* **Work request**
Read the data below. Every line holding the string "Finaghy" must be copied.

(Beginning of Material to process)

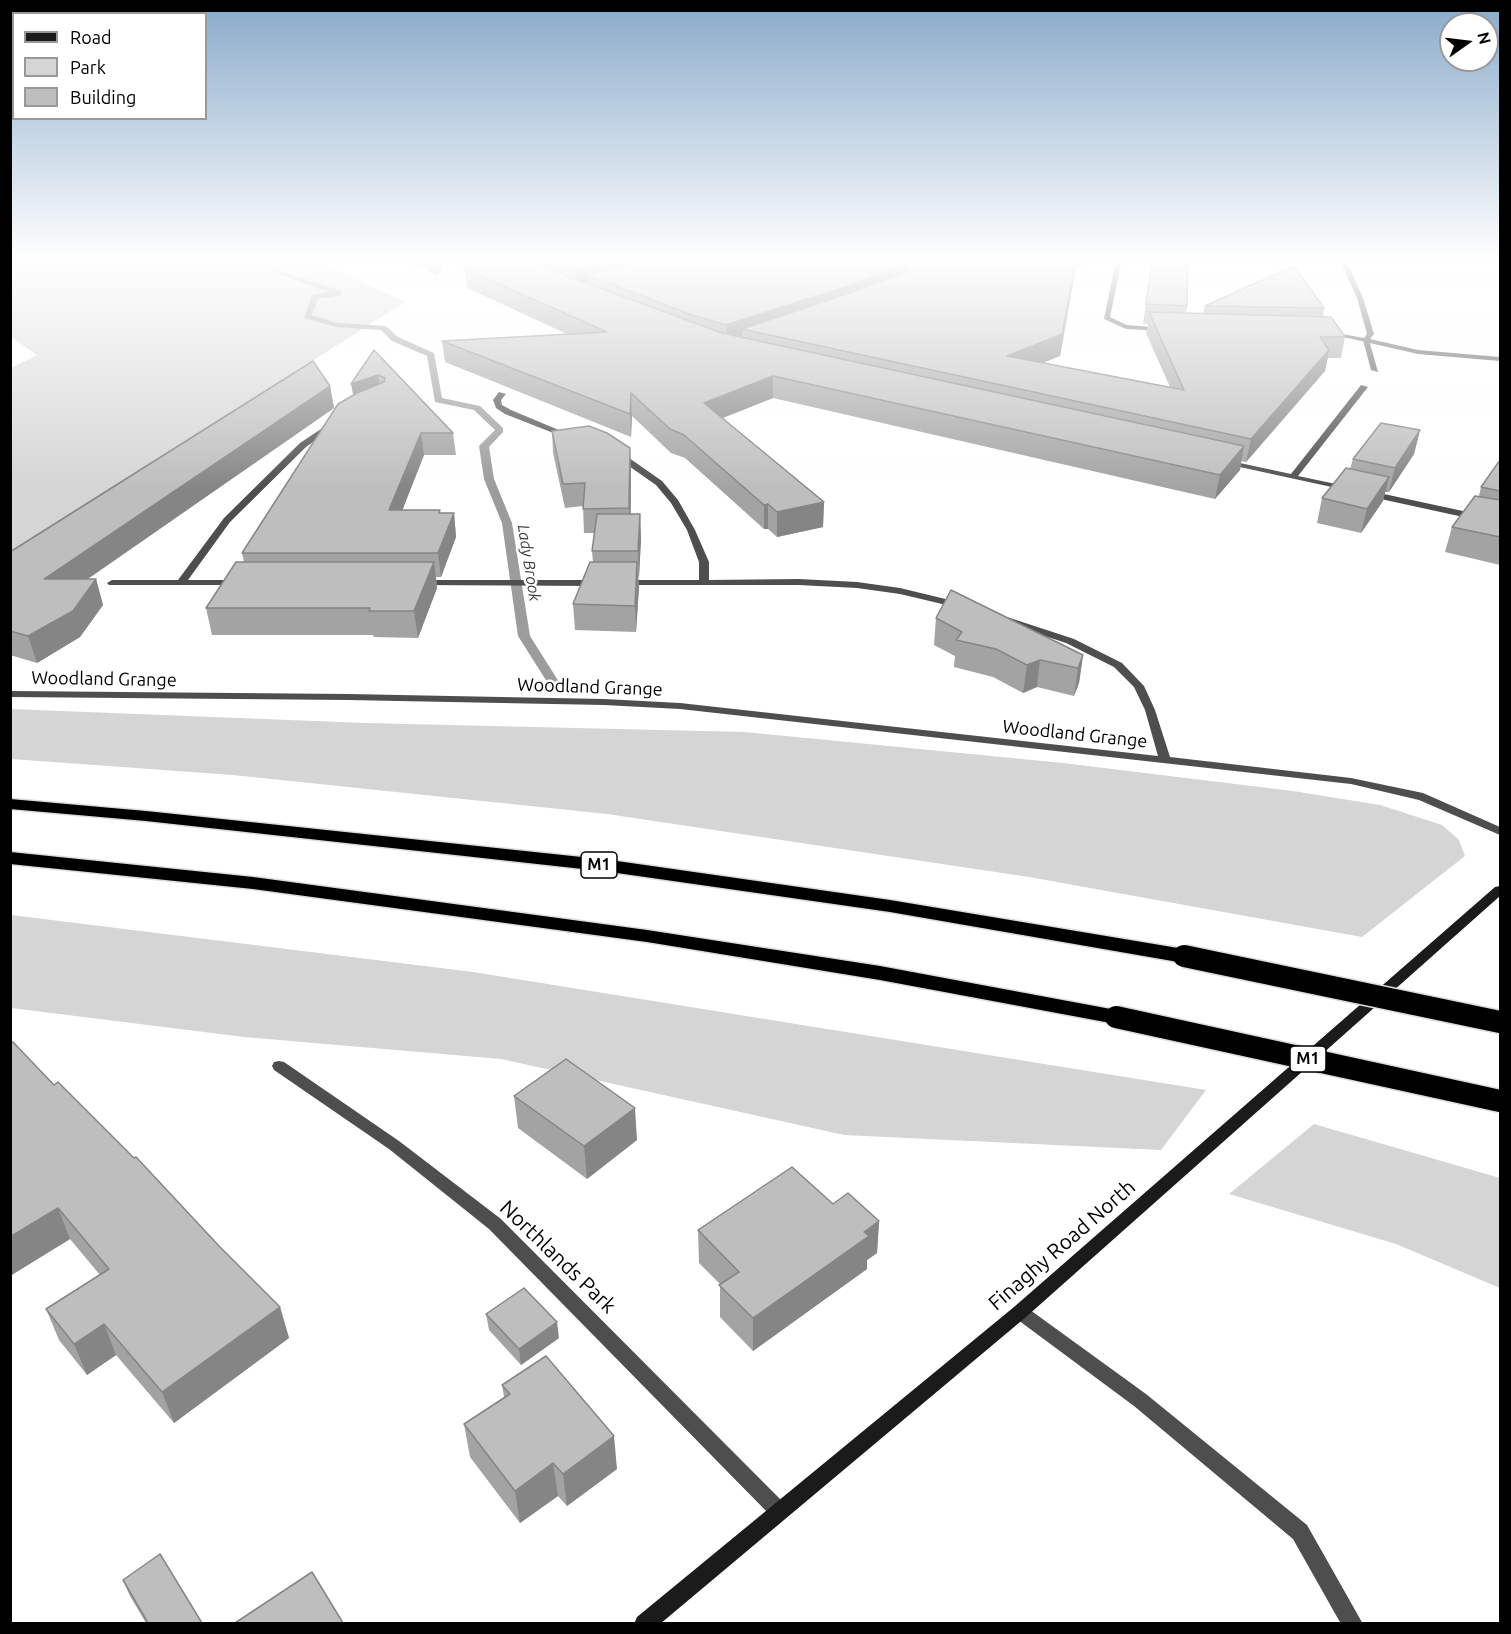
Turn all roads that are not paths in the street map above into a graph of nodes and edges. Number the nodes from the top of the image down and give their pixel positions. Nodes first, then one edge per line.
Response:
1 (1342, 336) edge
2 (1369, 336) edge
3 (1366, 340) junction
4 (1500, 359) edge
5 (1374, 370) dead end
6 (1364, 387) dead end
7 (502, 394) dead end
8 (338, 421) edge
9 (580, 440) edge
10 (612, 451) edge
11 (1218, 461) edge
12 (1293, 477) junction
13 (1351, 490) edge
14 (1362, 492) edge
15 (1500, 522) edge
16 (704, 582) junction
17 (112, 583) dead end
18 (181, 583) junction
19 (249, 583) edge
20 (409, 583) edge
21 (967, 608) edge
22 (998, 618) edge
23 (10, 694) edge
24 (1165, 761) junction
25 (10, 804) edge
26 (1500, 831) edge
27 (10, 858) edge
28 (1500, 890) edge
29 (1500, 1022) edge
30 (279, 1066) dead end
31 (1500, 1101) edge
32 (1020, 1312) junction
33 (779, 1511) junction
34 (644, 1623) edge
35 (1353, 1623) edge

1 - 3 street
2 - 3 street
3 - 4 street
3 - 5 street
6 - 12 street
7 - 9 street
8 - 18 street
10 - 16 street
11 - 12 street
12 - 13 street
14 - 15 street
16 - 20 street
16 - 21 street
17 - 18 street
18 - 19 street
22 - 24 street, Woodland Grange
23 - 24 street, Woodland Grange
24 - 26 street, Woodland Grange
25 - 29 highway, M1, bridge
27 - 31 highway, M1, bridge
28 - 32 street, Finaghy Road North
30 - 33 street, Northlands Park
32 - 33 street, Finaghy Road North
32 - 35 street
33 - 34 street, Finaghy Road North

(End of Material to process)

* **Task response**
28 - 32 street, Finaghy Road North
32 - 33 street, Finaghy Road North
33 - 34 street, Finaghy Road North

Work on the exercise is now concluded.